# How to purchase municipal equipment??



## CK82 (Sep 17, 2005)

Hey guys, a larger snow plow contractor I know of, purchases various equipment from municipals (loaders, dump trucks, etc.) 

Have any of your purchased municipal equipment and if so how to I go about finding equipment and purchasing?

Thanks!


----------



## SnowGuy73 (Apr 7, 2003)

Auctions...


----------



## peteo1 (Jul 4, 2011)

Govdeals.com is a good place to start.


----------



## tjctransport (Nov 22, 2008)

here are 4 sites i use:
govdeals.com
usgovbid.com
ironplanet.com
govliquidation.com


----------



## CK82 (Sep 17, 2005)

Thanks for the website links and info. I have purchased a skid loader from Ironplant a few years back, transaction went well.

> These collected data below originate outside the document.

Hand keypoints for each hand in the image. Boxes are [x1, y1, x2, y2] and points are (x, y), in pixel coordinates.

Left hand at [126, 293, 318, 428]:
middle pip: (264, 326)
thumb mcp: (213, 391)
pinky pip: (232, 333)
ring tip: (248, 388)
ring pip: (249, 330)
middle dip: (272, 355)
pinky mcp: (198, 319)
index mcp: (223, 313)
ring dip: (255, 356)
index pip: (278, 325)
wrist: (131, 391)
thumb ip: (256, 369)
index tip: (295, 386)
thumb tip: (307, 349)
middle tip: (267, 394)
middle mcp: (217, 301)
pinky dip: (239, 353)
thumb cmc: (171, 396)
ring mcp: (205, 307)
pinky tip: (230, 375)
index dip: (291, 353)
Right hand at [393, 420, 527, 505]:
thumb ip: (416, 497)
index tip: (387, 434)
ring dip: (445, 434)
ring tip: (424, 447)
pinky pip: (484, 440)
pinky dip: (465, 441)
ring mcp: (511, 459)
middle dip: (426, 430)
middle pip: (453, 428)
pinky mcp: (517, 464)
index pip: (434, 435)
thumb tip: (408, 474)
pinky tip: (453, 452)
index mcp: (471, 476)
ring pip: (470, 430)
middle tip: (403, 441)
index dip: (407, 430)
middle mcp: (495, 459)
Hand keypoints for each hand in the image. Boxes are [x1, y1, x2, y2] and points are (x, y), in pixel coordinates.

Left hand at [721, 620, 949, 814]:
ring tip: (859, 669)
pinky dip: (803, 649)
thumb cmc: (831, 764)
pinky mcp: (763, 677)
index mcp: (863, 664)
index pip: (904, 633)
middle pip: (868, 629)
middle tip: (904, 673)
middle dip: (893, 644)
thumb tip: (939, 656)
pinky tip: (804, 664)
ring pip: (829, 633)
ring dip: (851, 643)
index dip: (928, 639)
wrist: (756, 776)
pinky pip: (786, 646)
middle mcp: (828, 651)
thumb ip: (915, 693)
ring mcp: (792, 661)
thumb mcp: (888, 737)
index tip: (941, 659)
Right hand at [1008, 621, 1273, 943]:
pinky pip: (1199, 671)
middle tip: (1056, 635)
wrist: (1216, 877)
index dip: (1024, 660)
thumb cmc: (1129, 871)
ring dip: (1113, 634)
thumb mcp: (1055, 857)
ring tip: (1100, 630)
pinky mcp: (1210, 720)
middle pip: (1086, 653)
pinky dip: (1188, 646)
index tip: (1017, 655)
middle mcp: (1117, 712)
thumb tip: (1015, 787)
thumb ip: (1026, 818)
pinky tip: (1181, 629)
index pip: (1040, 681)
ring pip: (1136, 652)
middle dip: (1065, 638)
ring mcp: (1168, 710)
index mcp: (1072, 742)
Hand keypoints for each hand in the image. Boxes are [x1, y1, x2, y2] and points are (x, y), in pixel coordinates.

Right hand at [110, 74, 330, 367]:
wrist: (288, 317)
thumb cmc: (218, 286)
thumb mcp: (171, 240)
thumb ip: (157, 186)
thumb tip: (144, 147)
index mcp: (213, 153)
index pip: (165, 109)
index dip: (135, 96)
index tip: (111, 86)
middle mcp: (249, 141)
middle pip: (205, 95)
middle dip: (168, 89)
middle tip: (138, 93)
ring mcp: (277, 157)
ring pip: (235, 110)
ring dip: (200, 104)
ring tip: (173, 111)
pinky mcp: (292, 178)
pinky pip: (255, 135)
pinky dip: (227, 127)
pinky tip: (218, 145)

How or where do I find Auctions to attend? Whether there online or a physical location I would have to be in person.

Anyone purchased through Richtie Bro's Auctions?

Thank!


----------



## cat320 (Aug 25, 2000)

when my town gets ride of there stuff they just park it in a certain area but a a banner from the street beside listing in paper and have a sealed bid auction


----------



## tjctransport (Nov 22, 2008)

http://www.equipmentfacts.com/index...w=year&task=year.listevents&Itemid=85&lang=en
this website lists all the major auction house sales. 
i have dealt with Ritchie Bros and never had any issues with them.


----------



## mercer_me (Sep 13, 2008)

cat320;1843897 said:


> when my town gets ride of there stuff they just park it in a certain area but a a banner from the street beside listing in paper and have a sealed bid auction


That's how most of the towns in my area do it to. Maine DOT has a big yard they bring all of their "old" equipment to and they auction it off twice a year after they let municipalities and non profit groups have first dibs on it.


----------



## Team_Arctic (Feb 24, 2008)

Watch the state and local news papers for sealed bid requests. Stop at the local shop and ask them when they will be sending off the next item, where is it going. Also watch to see who is building the new trucks for them. Alot of the old stuff gets traded in to the body builder. For the equipment side of things it depends on your local govs money position. If they run a tighter ship they may own their stuff and keep it a long long time. If they have a little more money there is s good chance they are on a lease program with deere,cat,komatsu ect. Then you need to make friends with your salesman and find out when the next batch of lease returns are comming.


----------